*** Supplied entries Section Begins ***
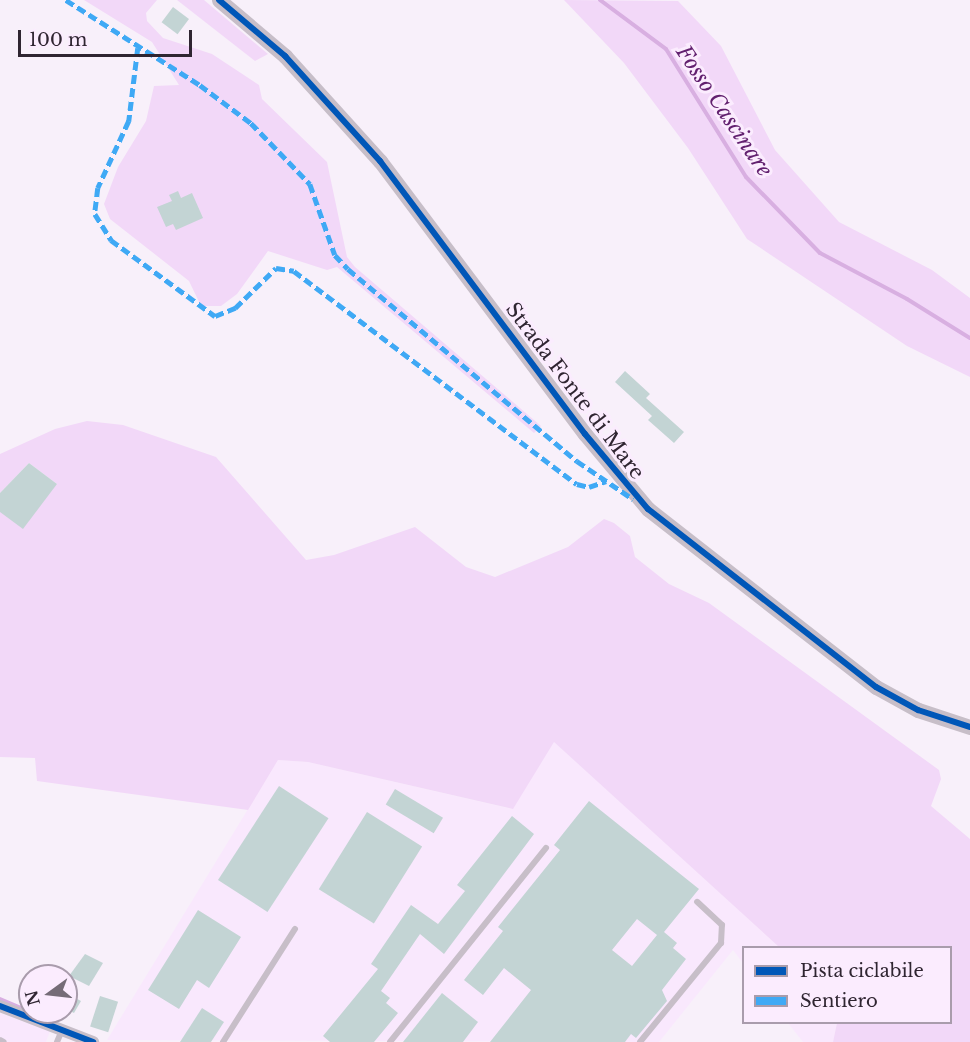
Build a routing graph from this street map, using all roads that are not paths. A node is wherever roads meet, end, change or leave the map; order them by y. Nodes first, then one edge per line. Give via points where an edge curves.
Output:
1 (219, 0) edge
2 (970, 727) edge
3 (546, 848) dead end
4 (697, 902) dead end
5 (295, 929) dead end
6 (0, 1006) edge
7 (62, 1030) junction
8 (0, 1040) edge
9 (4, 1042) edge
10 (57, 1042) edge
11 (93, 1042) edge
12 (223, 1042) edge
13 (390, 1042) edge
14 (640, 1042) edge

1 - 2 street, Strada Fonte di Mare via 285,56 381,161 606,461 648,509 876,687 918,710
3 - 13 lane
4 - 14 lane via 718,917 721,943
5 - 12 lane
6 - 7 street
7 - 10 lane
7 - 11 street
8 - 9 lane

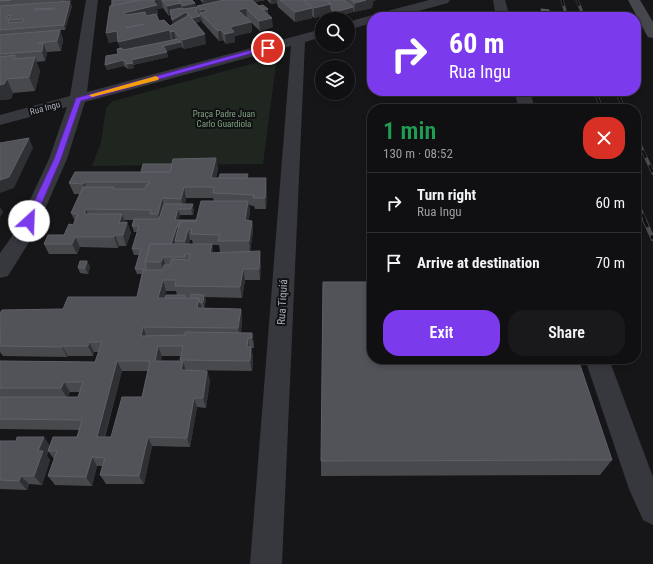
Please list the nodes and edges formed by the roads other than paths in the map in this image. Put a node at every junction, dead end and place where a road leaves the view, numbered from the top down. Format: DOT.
*** Supplied entries Section Ends ***
What to do>
Output the entries above exactly as given, but strip out the pictures.

Solved problem>
Build a routing graph from this street map, using all roads that are not paths. A node is wherever roads meet, end, change or leave the map; order them by y. Nodes first, then one edge per line. Give via points where an edge curves.
Output:
1 (219, 0) edge
2 (970, 727) edge
3 (546, 848) dead end
4 (697, 902) dead end
5 (295, 929) dead end
6 (0, 1006) edge
7 (62, 1030) junction
8 (0, 1040) edge
9 (4, 1042) edge
10 (57, 1042) edge
11 (93, 1042) edge
12 (223, 1042) edge
13 (390, 1042) edge
14 (640, 1042) edge

1 - 2 street, Strada Fonte di Mare via 285,56 381,161 606,461 648,509 876,687 918,710
3 - 13 lane
4 - 14 lane via 718,917 721,943
5 - 12 lane
6 - 7 street
7 - 10 lane
7 - 11 street
8 - 9 lane

Please list the nodes and edges formed by the roads other than paths in the map in this image. Put a node at every junction, dead end and place where a road leaves the view, numbered from the top down. Format: DOT.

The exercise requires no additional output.